Instructions to follow » The result should be a full, exact repeat of the entries, free of pictures.

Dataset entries
"""

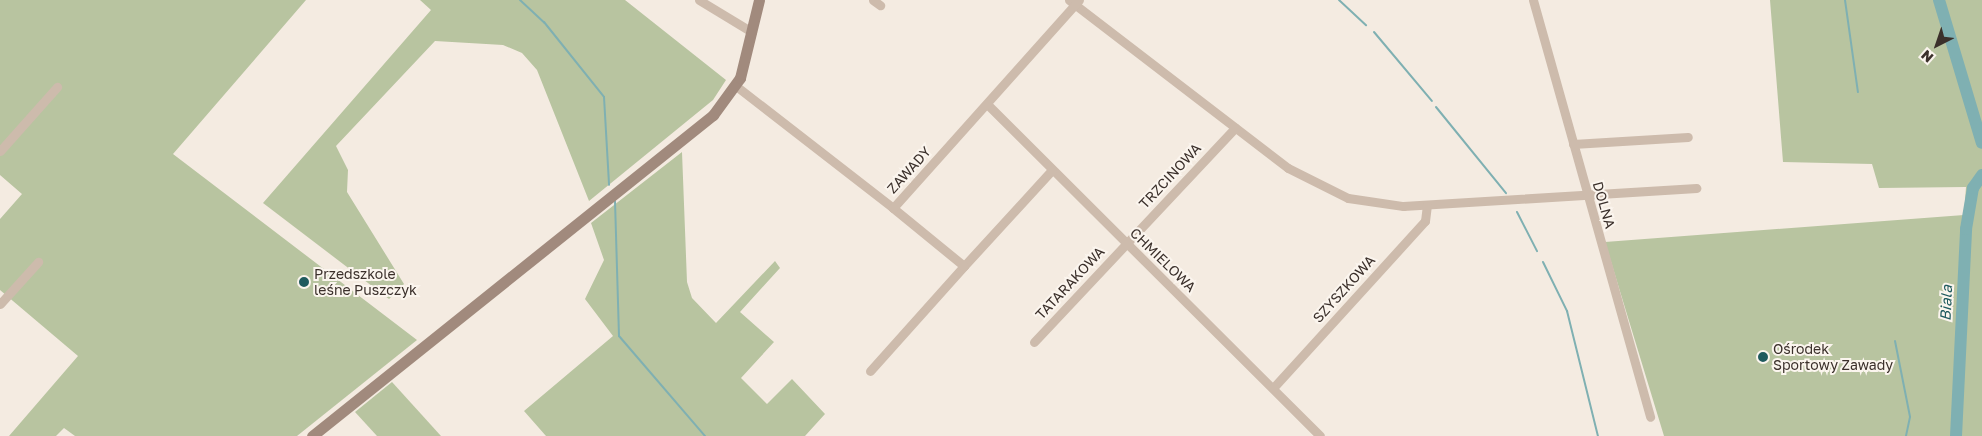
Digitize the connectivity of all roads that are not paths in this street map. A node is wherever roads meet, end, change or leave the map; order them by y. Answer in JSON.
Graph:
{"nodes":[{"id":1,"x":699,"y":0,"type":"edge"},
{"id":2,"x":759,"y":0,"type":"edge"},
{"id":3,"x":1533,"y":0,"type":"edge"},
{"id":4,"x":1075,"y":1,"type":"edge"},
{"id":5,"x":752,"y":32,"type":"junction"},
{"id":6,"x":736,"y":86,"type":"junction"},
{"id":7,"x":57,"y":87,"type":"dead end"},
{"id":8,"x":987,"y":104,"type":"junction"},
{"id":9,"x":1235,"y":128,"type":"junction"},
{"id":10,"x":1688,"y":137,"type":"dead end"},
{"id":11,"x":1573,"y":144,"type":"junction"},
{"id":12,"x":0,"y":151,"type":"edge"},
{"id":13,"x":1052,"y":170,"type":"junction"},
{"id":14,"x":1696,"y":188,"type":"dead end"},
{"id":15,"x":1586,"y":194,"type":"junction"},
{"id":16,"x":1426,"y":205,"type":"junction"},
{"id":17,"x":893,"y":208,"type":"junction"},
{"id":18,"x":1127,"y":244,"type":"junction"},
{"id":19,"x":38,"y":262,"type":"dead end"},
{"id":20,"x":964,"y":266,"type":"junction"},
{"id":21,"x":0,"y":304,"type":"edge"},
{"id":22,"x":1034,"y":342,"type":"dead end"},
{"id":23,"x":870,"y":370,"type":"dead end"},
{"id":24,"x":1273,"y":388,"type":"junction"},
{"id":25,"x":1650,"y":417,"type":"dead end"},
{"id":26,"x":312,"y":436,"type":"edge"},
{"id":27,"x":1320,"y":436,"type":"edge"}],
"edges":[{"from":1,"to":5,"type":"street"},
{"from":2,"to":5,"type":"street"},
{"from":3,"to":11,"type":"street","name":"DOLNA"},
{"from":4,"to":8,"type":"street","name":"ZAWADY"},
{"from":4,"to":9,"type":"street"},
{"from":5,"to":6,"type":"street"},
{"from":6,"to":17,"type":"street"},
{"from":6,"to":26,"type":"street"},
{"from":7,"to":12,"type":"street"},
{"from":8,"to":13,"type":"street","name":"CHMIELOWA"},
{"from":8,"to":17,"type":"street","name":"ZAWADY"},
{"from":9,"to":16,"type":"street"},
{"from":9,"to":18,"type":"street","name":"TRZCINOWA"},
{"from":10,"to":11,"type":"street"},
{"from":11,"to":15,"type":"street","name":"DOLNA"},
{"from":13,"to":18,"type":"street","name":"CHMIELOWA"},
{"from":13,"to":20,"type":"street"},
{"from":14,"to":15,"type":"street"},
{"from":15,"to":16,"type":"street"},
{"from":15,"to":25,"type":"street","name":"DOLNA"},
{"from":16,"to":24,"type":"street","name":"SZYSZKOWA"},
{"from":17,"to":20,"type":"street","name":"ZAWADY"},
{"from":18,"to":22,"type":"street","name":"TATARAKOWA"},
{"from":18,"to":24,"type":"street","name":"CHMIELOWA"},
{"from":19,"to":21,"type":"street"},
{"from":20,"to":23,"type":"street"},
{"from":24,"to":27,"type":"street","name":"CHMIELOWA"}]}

"""

Exercise result »
Digitize the connectivity of all roads that are not paths in this street map. A node is wherever roads meet, end, change or leave the map; order them by y. Answer in JSON.
Graph:
{"nodes":[{"id":1,"x":699,"y":0,"type":"edge"},
{"id":2,"x":759,"y":0,"type":"edge"},
{"id":3,"x":1533,"y":0,"type":"edge"},
{"id":4,"x":1075,"y":1,"type":"edge"},
{"id":5,"x":752,"y":32,"type":"junction"},
{"id":6,"x":736,"y":86,"type":"junction"},
{"id":7,"x":57,"y":87,"type":"dead end"},
{"id":8,"x":987,"y":104,"type":"junction"},
{"id":9,"x":1235,"y":128,"type":"junction"},
{"id":10,"x":1688,"y":137,"type":"dead end"},
{"id":11,"x":1573,"y":144,"type":"junction"},
{"id":12,"x":0,"y":151,"type":"edge"},
{"id":13,"x":1052,"y":170,"type":"junction"},
{"id":14,"x":1696,"y":188,"type":"dead end"},
{"id":15,"x":1586,"y":194,"type":"junction"},
{"id":16,"x":1426,"y":205,"type":"junction"},
{"id":17,"x":893,"y":208,"type":"junction"},
{"id":18,"x":1127,"y":244,"type":"junction"},
{"id":19,"x":38,"y":262,"type":"dead end"},
{"id":20,"x":964,"y":266,"type":"junction"},
{"id":21,"x":0,"y":304,"type":"edge"},
{"id":22,"x":1034,"y":342,"type":"dead end"},
{"id":23,"x":870,"y":370,"type":"dead end"},
{"id":24,"x":1273,"y":388,"type":"junction"},
{"id":25,"x":1650,"y":417,"type":"dead end"},
{"id":26,"x":312,"y":436,"type":"edge"},
{"id":27,"x":1320,"y":436,"type":"edge"}],
"edges":[{"from":1,"to":5,"type":"street"},
{"from":2,"to":5,"type":"street"},
{"from":3,"to":11,"type":"street","name":"DOLNA"},
{"from":4,"to":8,"type":"street","name":"ZAWADY"},
{"from":4,"to":9,"type":"street"},
{"from":5,"to":6,"type":"street"},
{"from":6,"to":17,"type":"street"},
{"from":6,"to":26,"type":"street"},
{"from":7,"to":12,"type":"street"},
{"from":8,"to":13,"type":"street","name":"CHMIELOWA"},
{"from":8,"to":17,"type":"street","name":"ZAWADY"},
{"from":9,"to":16,"type":"street"},
{"from":9,"to":18,"type":"street","name":"TRZCINOWA"},
{"from":10,"to":11,"type":"street"},
{"from":11,"to":15,"type":"street","name":"DOLNA"},
{"from":13,"to":18,"type":"street","name":"CHMIELOWA"},
{"from":13,"to":20,"type":"street"},
{"from":14,"to":15,"type":"street"},
{"from":15,"to":16,"type":"street"},
{"from":15,"to":25,"type":"street","name":"DOLNA"},
{"from":16,"to":24,"type":"street","name":"SZYSZKOWA"},
{"from":17,"to":20,"type":"street","name":"ZAWADY"},
{"from":18,"to":22,"type":"street","name":"TATARAKOWA"},
{"from":18,"to":24,"type":"street","name":"CHMIELOWA"},
{"from":19,"to":21,"type":"street"},
{"from":20,"to":23,"type":"street"},
{"from":24,"to":27,"type":"street","name":"CHMIELOWA"}]}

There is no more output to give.